Ce moment de notre vie professionnelle collective, révèle un vieux travers du secteur de la finance et particulièrement de l’assurance de considérer la distribution comme un mal nécessaire, de minimiser les efforts tout en espérant, voire en exigeant, d’en maximiser les résultats. Entre indifférence et autoritarisme, il est possible, il est indispensable de trouver les leviers du dynamisme partagé.

Heureusement, certains ont compris qu’un appareil commercial performant est essentiel. Il est loisible d’observer aujourd’hui ceux qui ont anticipé l’arrivée de la DDA et ont associé les distributeurs à leurs travaux.
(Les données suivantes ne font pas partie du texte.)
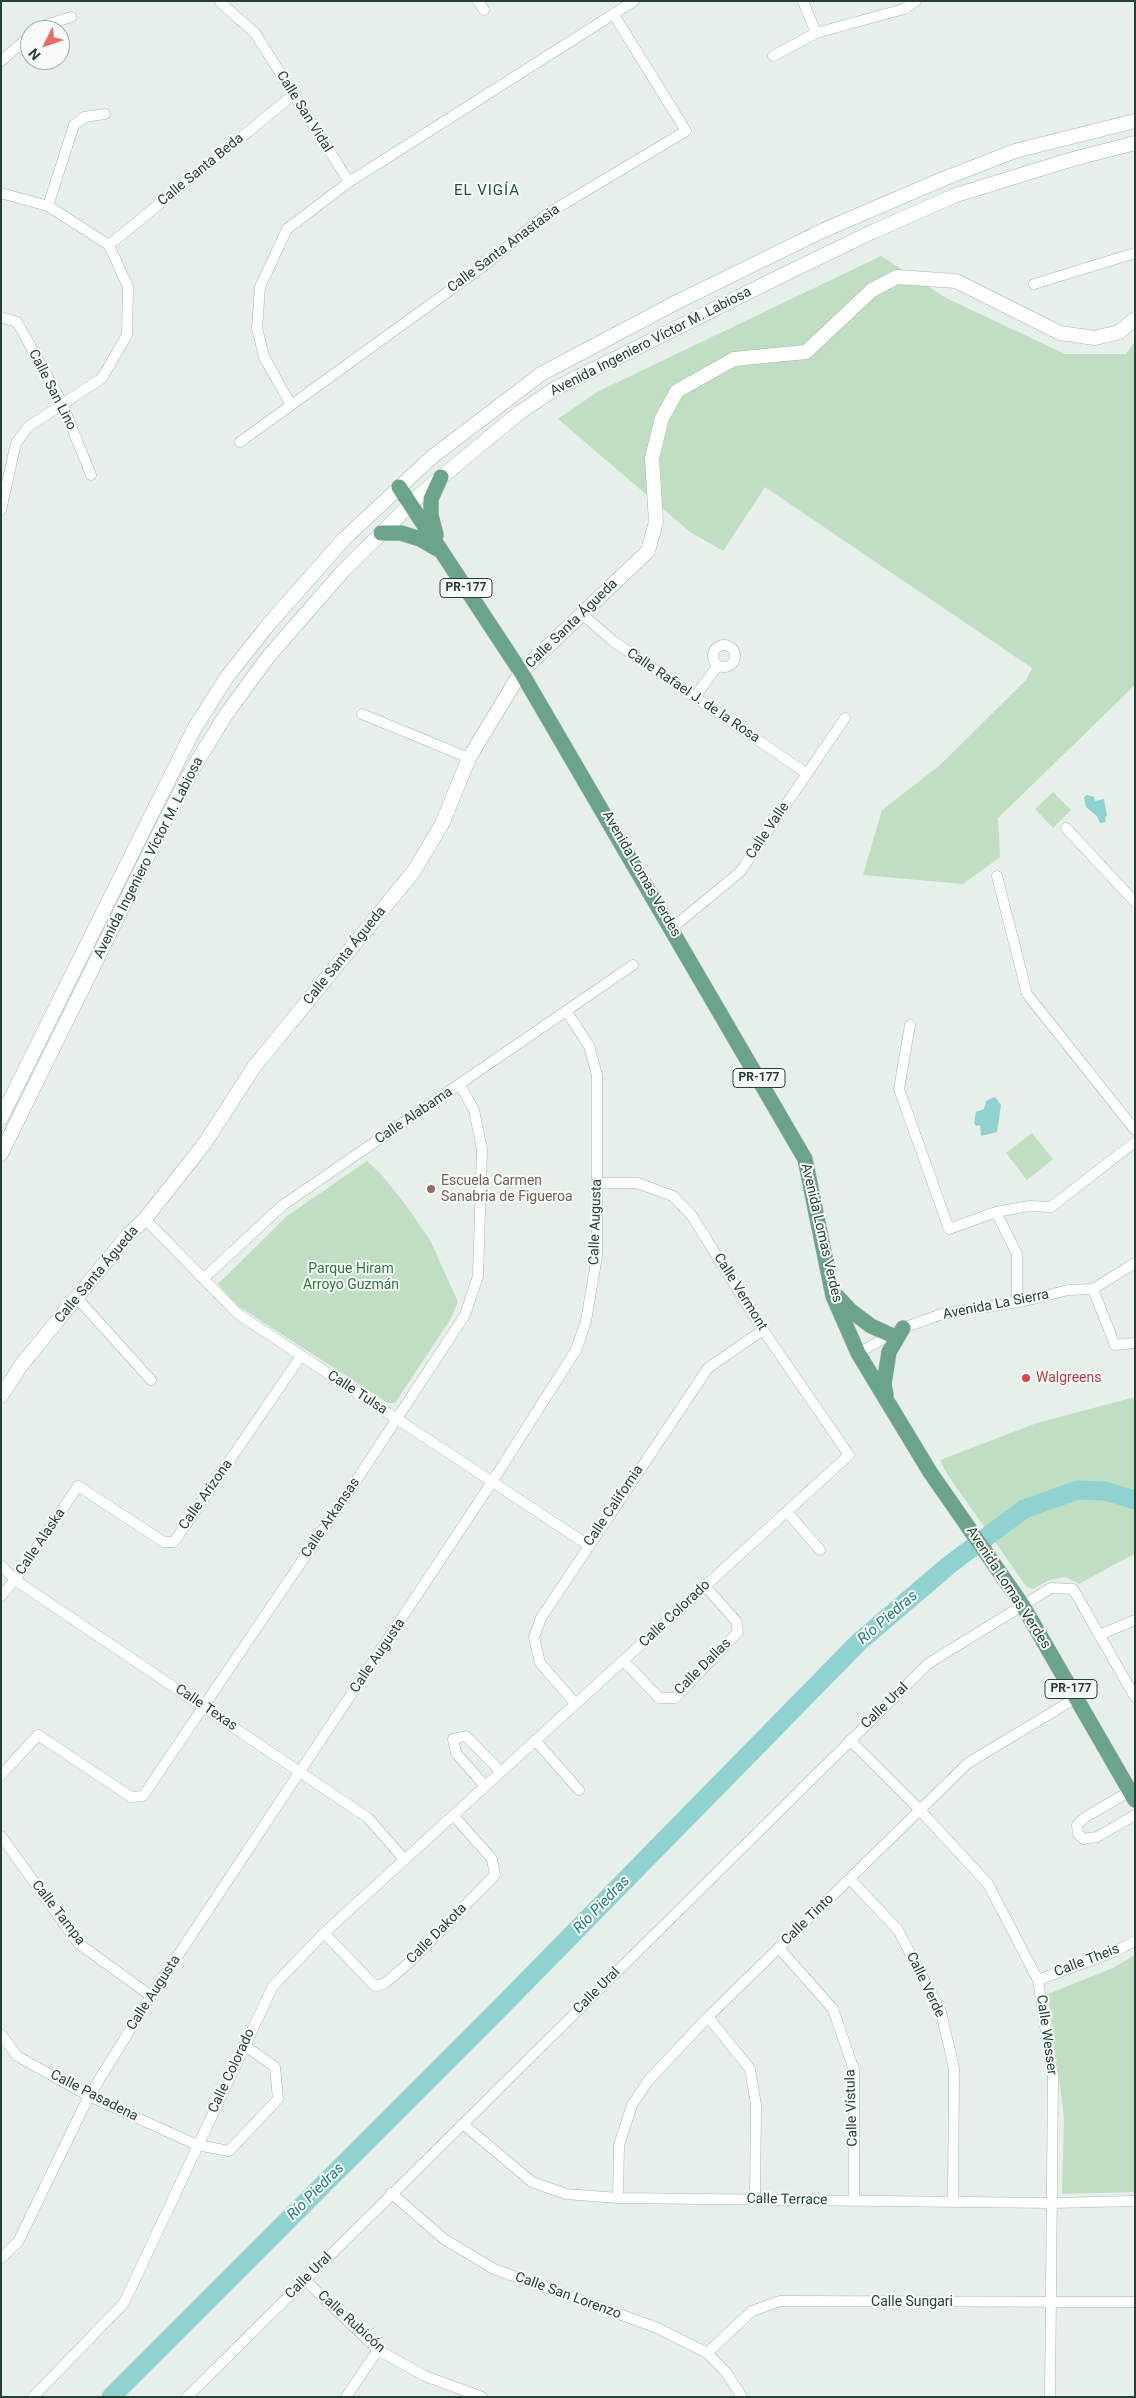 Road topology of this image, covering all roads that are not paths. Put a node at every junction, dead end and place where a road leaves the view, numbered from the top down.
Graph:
1 (634, 1) edge
2 (803, 1) edge
3 (916, 1) edge
4 (220, 2) dead end
5 (614, 15) junction
6 (71, 17) dead end
7 (61, 20) edge
8 (816, 33) junction
9 (20, 45) edge
10 (773, 56) dead end
11 (1, 61) edge
12 (293, 95) junction
13 (105, 114) dead end
14 (1135, 121) edge
15 (1135, 143) edge
16 (349, 182) junction
17 (1, 193) edge
18 (48, 206) junction
19 (109, 245) junction
20 (1135, 253) edge
21 (1034, 284) dead end
22 (1, 317) edge
23 (1135, 319) edge
24 (62, 403) junction
25 (291, 405) junction
26 (240, 442) dead end
27 (91, 475) dead end
28 (441, 477) junction
29 (399, 487) junction
30 (2, 504) edge
31 (410, 504) junction
32 (381, 532) junction
33 (441, 550) junction
34 (583, 614) junction
35 (718, 665) dead end
36 (521, 672) junction
37 (695, 697) junction
38 (362, 714) dead end
39 (845, 718) dead end
40 (469, 758) junction
41 (806, 773) junction
42 (1066, 828) dead end
43 (997, 876) dead end
44 (1135, 902) edge
45 (672, 928) junction
46 (633, 965) dead end
47 (567, 1012) junction
48 (910, 1025) dead end
49 (460, 1085) junction
50 (1, 1118) edge
51 (1135, 1130) edge
52 (1135, 1142) edge
53 (1, 1154) edge
54 (597, 1183) junction
55 (996, 1212) junction
56 (145, 1218) junction
57 (1135, 1264) edge
58 (204, 1278) junction
59 (831, 1288) junction
60 (1093, 1289) junction
61 (78, 1298) junction
62 (1017, 1302) junction
63 (763, 1330) junction
64 (897, 1332) junction
65 (1135, 1344) edge
66 (858, 1353) junction
67 (301, 1356) junction
68 (151, 1380) dead end
69 (1, 1396) edge
70 (887, 1401) junction
71 (397, 1419) junction
72 (849, 1455) joint
73 (492, 1482) junction
74 (78, 1486) joint
75 (787, 1512) junction
76 (588, 1545) junction
77 (820, 1550) dead end
78 (1, 1565) edge
79 (15, 1580) junction
80 (705, 1586) junction
81 (1, 1596) edge
82 (1023, 1606) junction
83 (1135, 1620) edge
84 (1099, 1635) junction
85 (624, 1661) junction
86 (1135, 1697) edge
87 (1076, 1698) junction
88 (575, 1703) junction
89 (204, 1708) junction
90 (535, 1740) junction
91 (850, 1740) junction
92 (301, 1771) junction
93 (501, 1772) junction
94 (1, 1775) edge
95 (485, 1786) junction
96 (579, 1790) dead end
97 (1132, 1795) edge
98 (919, 1809) junction
99 (453, 1815) junction
100 (1135, 1815) edge
101 (1, 1836) edge
102 (404, 1859) junction
103 (850, 1878) junction
104 (324, 1933) junction
105 (1135, 1941) edge
106 (779, 1948) junction
107 (1038, 1980) junction
108 (152, 1996) junction
109 (708, 2017) junction
110 (1, 2034) edge
111 (244, 2045) junction
112 (89, 2096) junction
113 (463, 2124) junction
114 (197, 2145) junction
115 (391, 2193) junction
116 (618, 2198) junction
117 (755, 2199) junction
118 (854, 2200) junction
119 (953, 2201) junction
120 (1135, 2201) edge
121 (1052, 2203) junction
122 (1, 2258) edge
123 (305, 2280) junction
124 (1135, 2302) edge
125 (1050, 2303) junction
126 (378, 2350) junction
127 (707, 2353) junction
128 (466, 2394) edge
129 (33, 2397) edge
130 (187, 2397) edge
131 (346, 2397) edge
132 (482, 2397) edge
133 (742, 2397) edge
134 (1050, 2397) edge

1 - 5 street
2 - 8 street
3 - 8 street
4 - 12 street, Calle San Vidal
5 - 16 street
5 - 25 street, Calle Santa Anastasia
6 - 7 street
8 - 10 street
9 - 11 street
12 - 16 street, Calle San Vidal
12 - 19 street, Calle Santa Beda
13 - 18 street
14 - 29 main road, Avenida Ingeniero Víctor M. Labiosa
15 - 28 main road, Avenida Ingeniero Víctor M. Labiosa
16 - 25 street
17 - 18 street
18 - 19 street
19 - 24 street
20 - 21 street
22 - 24 street, Calle San Lino
23 - 34 main road, Calle Santa Águeda
24 - 27 street, Calle San Lino
24 - 30 street
25 - 26 street, Calle Santa Anastasia
28 - 31 main road, Avenida Ingeniero Víctor M. Labiosa
28 - 33 main road
29 - 31 main road, Avenida Lomas Verdes / PR-177
29 - 50 main road, Avenida Ingeniero Víctor M. Labiosa
31 - 32 main road, Avenida Ingeniero Víctor M. Labiosa
31 - 33 main road, Avenida Lomas Verdes / PR-177
32 - 33 main road
32 - 53 main road, Avenida Ingeniero Víctor M. Labiosa
33 - 36 main road, Avenida Lomas Verdes / PR-177
34 - 36 main road, Calle Santa Águeda
34 - 37 street, Calle Rafael J. de la Rosa
35 - 37 street
36 - 40 main road, Calle Santa Águeda
36 - 45 main road, Avenida Lomas Verdes / PR-177
37 - 41 street, Calle Rafael J. de la Rosa
38 - 40 street
39 - 41 street, Calle Valle
40 - 56 main road, Calle Santa Águeda
41 - 45 street, Calle Valle
42 - 44 street
43 - 51 street
45 - 59 main road, Avenida Lomas Verdes / PR-177
46 - 47 street, Calle Alabama
47 - 49 street, Calle Alabama
47 - 54 street, Calle Augusta
48 - 55 street
49 - 58 street, Calle Alabama
49 - 71 street, Calle Arkansas
52 - 55 street
54 - 63 street, Calle Vermont
54 - 73 street, Calle Augusta
55 - 62 street
56 - 58 street, Calle Tulsa
56 - 61 main road, Calle Santa Águeda
57 - 60 street, Avenida La Sierra
58 - 67 street, Calle Tulsa
59 - 64 main road
59 - 66 main road, Avenida Lomas Verdes / PR-177
60 - 62 street, Avenida La Sierra
60 - 65 street
61 - 68 street
61 - 69 main road, Calle Santa Águeda
62 - 64 street, Avenida La Sierra
63 - 72 street, Calle Vermont
63 - 76 street, Calle California
64 - 66 street, Avenida La Sierra
64 - 70 main road
66 - 70 main road, Avenida Lomas Verdes / PR-177
67 - 71 street, Calle Tulsa
67 - 74 street, Calle Arizona
70 - 82 main road, Avenida Lomas Verdes / PR-177
71 - 73 street, Calle Tulsa
71 - 89 street, Calle Arkansas
72 - 75 street, Calle Colorado
73 - 76 street, Calle Tulsa
73 - 92 street, Calle Augusta
74 - 79 street, Calle Alaska
75 - 77 street
75 - 80 street, Calle Colorado
76 - 88 street, Calle California
78 - 79 street, Calle Texas
79 - 81 street, Calle Alaska
79 - 89 street, Calle Texas
80 - 85 street, Calle Colorado
80 - 85 street, Calle Dallas
82 - 84 street, Calle Ural
82 - 87 main road, Avenida Lomas Verdes / PR-177
82 - 91 street, Calle Ural
83 - 84 street
84 - 86 street
85 - 88 street, Calle Colorado
87 - 97 main road, Avenida Lomas Verdes / PR-177
87 - 98 street, Calle Tinto
88 - 90 street, Calle Colorado
89 - 92 street, Calle Texas
89 - 94 street, Calle Arkansas
90 - 93 street, Calle Colorado
90 - 96 street
91 - 98 street, Calle Wesser
91 - 113 street, Calle Ural
92 - 102 street, Calle Texas
92 - 108 street, Calle Augusta
93 - 95 street, Calle Colorado
93 - 95 street
95 - 99 street, Calle Colorado
97 - 100 street
98 - 103 street, Calle Tinto
98 - 107 street, Calle Wesser
99 - 102 street, Calle Colorado
99 - 104 street, Calle Dakota
101 - 108 street, Calle Tampa
102 - 104 street, Calle Colorado
103 - 106 street, Calle Tinto
103 - 119 street, Calle Verde
104 - 111 street, Calle Colorado
105 - 107 street, Calle Theis
106 - 109 street, Calle Tinto
106 - 118 street, Calle Vístula
107 - 121 street, Calle Wesser
108 - 112 street, Calle Augusta
109 - 116 street, Calle Tinto
109 - 117 street
110 - 112 street, Calle Pasadena
111 - 114 street, Calle Colorado
111 - 114 street, Calle Pasadena
112 - 114 street, Calle Pasadena
112 - 122 street, Calle Augusta
113 - 115 street, Calle Ural
113 - 116 street, Calle Terrace
114 - 129 street, Calle Colorado
115 - 123 street, Calle Ural
115 - 127 street, Calle San Lorenzo
116 - 117 street, Calle Terrace
117 - 118 street, Calle Terrace
118 - 119 street, Calle Terrace
119 - 121 street, Calle Terrace
120 - 121 street, Calle Terrace
121 - 125 street, Calle Wesser
123 - 126 street, Calle Rubicón
123 - 130 street, Calle Ural
124 - 125 street, Calle Sungari
125 - 127 street, Calle Sungari
125 - 134 street, Calle Wesser
126 - 128 street, Calle Rubicón
126 - 131 street
127 - 133 street, Calle San Lorenzo
128 - 132 street, Calle Rubicón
Les organisations qui, au-delà de la mise en conformité, ont informé, révisé les outils du parcours client pour en faire des leviers d’amélioration de la relation. Certes, ils ne sont pas si nombreux, mais incontestablement plus sereins.

Rien n’est pire dans les activités commerciales que l’indécision et l’à peu près, des facteurs anxiogènes au-delà de la compétition commerciale naturelle. Or, nous sommes dans un contexte angoissant et c’est le rôle principal des dirigeants d’apaiser et de rassurer pour que les commerciaux se concentrent sur ce qui est leur essence : s’occuper des clients.